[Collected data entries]
——

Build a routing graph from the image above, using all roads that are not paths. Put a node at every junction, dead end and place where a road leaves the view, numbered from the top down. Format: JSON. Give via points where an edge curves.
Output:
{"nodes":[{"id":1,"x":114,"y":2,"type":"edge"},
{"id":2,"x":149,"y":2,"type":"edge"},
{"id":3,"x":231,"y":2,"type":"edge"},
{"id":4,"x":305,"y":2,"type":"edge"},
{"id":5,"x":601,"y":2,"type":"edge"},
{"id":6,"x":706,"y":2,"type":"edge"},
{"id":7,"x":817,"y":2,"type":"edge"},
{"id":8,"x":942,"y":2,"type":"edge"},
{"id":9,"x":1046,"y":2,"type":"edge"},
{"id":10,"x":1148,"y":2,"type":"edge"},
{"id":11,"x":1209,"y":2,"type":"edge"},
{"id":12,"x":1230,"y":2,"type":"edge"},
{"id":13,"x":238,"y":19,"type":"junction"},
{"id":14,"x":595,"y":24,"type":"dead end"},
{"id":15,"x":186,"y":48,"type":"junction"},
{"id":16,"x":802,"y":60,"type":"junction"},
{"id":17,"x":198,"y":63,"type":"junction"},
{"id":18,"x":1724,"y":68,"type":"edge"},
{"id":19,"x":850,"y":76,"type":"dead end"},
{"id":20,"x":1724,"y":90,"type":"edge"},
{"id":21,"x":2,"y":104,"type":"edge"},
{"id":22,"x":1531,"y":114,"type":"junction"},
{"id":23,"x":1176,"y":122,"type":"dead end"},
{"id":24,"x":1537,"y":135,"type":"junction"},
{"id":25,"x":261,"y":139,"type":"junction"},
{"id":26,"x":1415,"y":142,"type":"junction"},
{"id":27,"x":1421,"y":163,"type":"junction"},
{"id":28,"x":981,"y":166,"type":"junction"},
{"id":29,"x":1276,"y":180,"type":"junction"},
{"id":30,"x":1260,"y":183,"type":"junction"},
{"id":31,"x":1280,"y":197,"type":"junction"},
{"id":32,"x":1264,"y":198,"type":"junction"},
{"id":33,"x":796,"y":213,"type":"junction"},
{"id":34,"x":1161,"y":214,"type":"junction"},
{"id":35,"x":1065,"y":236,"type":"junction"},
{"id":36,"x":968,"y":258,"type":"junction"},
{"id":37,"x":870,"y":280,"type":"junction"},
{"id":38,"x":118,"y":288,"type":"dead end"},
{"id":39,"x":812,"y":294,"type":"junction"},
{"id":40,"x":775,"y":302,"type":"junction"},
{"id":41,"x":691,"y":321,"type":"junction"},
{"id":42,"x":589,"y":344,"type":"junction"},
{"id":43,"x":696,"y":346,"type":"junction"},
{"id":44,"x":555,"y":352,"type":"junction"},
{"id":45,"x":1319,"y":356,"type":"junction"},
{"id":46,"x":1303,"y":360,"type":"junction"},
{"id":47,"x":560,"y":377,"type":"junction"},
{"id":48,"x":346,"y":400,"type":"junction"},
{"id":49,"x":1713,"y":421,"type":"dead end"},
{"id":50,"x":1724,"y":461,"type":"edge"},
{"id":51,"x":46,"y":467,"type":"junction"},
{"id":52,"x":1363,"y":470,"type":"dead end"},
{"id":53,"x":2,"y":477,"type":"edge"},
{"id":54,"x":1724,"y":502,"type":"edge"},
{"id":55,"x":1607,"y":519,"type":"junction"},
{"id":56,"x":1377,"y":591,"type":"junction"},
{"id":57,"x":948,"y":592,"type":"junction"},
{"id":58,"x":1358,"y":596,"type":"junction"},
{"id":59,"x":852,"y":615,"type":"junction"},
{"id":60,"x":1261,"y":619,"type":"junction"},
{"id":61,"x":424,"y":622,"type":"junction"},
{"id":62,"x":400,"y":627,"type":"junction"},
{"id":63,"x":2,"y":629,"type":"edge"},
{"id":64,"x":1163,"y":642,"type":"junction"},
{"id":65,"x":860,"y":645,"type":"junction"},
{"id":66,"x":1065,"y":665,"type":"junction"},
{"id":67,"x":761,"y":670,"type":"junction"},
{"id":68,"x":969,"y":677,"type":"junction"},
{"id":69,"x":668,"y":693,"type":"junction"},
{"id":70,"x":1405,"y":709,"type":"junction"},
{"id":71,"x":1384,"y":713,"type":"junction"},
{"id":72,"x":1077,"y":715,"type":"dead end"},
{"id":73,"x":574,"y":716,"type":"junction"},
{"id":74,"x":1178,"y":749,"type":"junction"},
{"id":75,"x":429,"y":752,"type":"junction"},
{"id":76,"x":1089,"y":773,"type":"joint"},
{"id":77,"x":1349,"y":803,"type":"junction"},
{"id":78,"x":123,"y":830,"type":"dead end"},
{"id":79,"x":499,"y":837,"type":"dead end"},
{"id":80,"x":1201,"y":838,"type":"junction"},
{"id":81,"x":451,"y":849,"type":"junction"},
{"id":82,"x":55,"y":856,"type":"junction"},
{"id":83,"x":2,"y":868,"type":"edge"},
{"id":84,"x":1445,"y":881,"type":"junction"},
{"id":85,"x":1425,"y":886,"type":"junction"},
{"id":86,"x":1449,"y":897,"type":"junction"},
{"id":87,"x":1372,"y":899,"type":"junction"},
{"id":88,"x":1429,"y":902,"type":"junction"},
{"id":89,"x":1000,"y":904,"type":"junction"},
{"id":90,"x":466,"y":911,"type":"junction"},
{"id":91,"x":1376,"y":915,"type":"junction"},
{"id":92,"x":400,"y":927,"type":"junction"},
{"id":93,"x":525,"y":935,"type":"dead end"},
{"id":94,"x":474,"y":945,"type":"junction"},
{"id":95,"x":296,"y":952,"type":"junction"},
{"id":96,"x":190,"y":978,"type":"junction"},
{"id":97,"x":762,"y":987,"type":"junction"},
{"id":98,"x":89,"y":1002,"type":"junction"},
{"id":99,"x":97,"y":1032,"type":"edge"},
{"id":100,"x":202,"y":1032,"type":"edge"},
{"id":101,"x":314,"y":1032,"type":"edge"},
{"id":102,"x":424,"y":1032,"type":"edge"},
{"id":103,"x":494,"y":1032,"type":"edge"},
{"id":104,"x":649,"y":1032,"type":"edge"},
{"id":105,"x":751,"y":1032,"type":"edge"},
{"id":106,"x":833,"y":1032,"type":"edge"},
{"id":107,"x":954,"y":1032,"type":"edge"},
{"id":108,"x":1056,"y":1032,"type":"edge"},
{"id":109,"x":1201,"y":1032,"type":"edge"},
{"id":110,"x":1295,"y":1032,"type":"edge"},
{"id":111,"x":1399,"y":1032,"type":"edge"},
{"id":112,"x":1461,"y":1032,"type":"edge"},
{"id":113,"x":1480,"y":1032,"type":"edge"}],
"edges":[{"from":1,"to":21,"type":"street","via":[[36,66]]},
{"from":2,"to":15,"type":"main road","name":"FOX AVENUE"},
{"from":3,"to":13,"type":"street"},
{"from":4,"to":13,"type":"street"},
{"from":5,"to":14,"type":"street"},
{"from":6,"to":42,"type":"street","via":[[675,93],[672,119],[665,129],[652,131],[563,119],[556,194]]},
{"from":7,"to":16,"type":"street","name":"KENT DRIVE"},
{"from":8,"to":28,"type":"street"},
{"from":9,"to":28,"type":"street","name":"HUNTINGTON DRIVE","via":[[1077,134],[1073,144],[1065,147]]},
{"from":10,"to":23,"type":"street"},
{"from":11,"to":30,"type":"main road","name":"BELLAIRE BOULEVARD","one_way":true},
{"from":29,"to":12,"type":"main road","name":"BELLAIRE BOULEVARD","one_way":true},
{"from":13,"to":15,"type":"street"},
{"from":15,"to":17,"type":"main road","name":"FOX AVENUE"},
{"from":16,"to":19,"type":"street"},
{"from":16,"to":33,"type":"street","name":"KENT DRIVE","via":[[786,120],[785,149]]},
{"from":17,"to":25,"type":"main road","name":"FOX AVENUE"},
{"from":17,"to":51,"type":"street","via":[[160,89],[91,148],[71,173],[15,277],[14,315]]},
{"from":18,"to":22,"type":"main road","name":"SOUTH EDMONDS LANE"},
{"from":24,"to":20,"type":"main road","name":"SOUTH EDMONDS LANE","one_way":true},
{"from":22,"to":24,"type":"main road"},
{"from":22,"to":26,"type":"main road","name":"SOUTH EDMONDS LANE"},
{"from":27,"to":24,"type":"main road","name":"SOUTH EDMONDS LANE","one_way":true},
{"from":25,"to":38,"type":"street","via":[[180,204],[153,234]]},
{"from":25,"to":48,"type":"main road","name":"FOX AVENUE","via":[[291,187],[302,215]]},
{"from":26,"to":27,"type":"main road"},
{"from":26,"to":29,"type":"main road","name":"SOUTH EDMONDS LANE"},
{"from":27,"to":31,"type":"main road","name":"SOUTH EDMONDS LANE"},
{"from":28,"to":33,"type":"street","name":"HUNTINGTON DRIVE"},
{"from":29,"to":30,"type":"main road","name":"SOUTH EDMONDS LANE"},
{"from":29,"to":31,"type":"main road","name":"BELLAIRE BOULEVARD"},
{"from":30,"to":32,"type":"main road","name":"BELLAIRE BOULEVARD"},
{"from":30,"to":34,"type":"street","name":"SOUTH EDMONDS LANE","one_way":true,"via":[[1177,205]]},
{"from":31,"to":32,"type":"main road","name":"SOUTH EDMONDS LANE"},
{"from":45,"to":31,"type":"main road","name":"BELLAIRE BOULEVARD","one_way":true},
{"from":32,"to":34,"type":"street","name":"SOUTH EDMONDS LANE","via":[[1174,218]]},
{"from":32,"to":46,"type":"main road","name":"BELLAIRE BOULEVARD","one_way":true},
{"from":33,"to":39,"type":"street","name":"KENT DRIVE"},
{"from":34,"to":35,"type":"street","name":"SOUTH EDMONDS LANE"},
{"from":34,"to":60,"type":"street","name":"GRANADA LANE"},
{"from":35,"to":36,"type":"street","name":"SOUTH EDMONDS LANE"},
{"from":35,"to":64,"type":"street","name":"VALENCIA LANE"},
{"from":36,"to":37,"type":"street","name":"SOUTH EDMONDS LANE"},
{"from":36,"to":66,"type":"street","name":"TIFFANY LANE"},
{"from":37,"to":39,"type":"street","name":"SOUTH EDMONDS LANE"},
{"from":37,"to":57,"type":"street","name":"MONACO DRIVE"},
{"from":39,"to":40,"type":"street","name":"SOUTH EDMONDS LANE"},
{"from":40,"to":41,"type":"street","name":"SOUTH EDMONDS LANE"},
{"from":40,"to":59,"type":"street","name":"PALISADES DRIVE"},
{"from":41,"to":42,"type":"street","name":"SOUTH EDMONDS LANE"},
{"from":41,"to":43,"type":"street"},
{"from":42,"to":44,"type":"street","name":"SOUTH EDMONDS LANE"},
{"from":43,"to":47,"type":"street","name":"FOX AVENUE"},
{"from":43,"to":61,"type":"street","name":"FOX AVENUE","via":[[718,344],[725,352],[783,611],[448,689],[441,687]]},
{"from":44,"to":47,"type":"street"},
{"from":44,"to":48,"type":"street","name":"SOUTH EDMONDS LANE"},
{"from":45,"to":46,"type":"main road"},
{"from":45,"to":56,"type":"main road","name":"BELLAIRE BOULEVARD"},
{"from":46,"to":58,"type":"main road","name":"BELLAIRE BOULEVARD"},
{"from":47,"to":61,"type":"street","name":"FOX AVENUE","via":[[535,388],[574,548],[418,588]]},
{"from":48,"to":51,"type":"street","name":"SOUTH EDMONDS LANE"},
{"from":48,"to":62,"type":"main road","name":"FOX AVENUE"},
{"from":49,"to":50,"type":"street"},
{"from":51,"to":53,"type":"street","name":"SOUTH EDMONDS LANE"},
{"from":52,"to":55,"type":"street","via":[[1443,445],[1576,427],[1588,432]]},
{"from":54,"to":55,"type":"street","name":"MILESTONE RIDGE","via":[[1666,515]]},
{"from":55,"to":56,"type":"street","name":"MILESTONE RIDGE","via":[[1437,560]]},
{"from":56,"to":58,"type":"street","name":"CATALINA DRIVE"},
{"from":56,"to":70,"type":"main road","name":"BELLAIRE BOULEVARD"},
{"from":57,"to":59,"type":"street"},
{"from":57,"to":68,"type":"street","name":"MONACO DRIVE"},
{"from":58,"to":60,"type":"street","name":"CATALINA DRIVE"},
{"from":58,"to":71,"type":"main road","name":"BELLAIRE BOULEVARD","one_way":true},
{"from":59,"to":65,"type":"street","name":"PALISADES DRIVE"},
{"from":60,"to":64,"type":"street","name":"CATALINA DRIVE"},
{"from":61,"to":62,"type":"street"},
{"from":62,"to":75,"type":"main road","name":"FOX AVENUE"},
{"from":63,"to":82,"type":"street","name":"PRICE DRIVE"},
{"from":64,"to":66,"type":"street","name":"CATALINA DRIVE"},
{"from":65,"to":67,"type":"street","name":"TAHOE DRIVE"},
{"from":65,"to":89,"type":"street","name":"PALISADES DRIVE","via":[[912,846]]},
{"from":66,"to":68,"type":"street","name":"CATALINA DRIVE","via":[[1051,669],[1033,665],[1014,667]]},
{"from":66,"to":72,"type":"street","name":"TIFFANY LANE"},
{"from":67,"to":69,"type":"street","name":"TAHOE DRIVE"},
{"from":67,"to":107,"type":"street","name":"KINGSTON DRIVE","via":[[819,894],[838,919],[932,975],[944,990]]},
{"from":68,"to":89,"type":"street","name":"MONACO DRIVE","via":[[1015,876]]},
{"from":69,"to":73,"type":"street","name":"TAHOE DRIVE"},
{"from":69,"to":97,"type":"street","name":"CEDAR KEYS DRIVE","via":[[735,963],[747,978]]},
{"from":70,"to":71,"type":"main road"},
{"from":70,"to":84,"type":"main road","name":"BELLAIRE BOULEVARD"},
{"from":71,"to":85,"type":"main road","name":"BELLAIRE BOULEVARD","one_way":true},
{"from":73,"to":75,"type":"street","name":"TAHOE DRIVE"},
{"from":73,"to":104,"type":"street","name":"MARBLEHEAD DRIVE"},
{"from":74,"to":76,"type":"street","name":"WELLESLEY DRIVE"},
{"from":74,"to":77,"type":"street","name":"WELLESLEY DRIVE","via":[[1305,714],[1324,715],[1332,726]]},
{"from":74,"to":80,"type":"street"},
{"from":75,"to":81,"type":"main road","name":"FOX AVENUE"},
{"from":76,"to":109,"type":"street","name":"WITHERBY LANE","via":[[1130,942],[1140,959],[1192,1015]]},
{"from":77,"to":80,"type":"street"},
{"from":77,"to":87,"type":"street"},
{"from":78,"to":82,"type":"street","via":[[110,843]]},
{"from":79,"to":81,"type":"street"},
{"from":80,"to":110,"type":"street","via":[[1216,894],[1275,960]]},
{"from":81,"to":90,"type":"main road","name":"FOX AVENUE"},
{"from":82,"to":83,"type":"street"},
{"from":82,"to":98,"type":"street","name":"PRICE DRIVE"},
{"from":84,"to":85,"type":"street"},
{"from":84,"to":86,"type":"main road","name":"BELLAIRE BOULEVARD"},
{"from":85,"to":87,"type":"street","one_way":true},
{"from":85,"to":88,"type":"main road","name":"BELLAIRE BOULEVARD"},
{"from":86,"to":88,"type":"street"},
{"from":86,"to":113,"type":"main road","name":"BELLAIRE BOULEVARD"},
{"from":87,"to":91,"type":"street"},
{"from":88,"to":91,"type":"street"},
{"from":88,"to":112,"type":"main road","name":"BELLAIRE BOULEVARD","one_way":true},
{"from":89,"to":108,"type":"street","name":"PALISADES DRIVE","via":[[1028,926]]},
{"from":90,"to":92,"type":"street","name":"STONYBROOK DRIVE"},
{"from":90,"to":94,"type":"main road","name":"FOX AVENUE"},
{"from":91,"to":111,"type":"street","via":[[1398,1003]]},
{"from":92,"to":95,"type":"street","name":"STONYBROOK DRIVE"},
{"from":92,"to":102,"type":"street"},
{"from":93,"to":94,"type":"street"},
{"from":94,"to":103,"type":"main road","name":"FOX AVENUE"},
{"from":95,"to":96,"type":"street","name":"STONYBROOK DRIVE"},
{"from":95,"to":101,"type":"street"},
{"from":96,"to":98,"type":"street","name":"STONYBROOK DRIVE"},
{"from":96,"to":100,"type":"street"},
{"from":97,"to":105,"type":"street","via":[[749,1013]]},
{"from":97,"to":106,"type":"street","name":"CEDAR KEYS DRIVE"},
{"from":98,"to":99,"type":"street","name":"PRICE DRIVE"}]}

——

## Aim of the exercise
Your answer should be one number: the count of lines in the records above that contain "PRICE".

## Answer space
3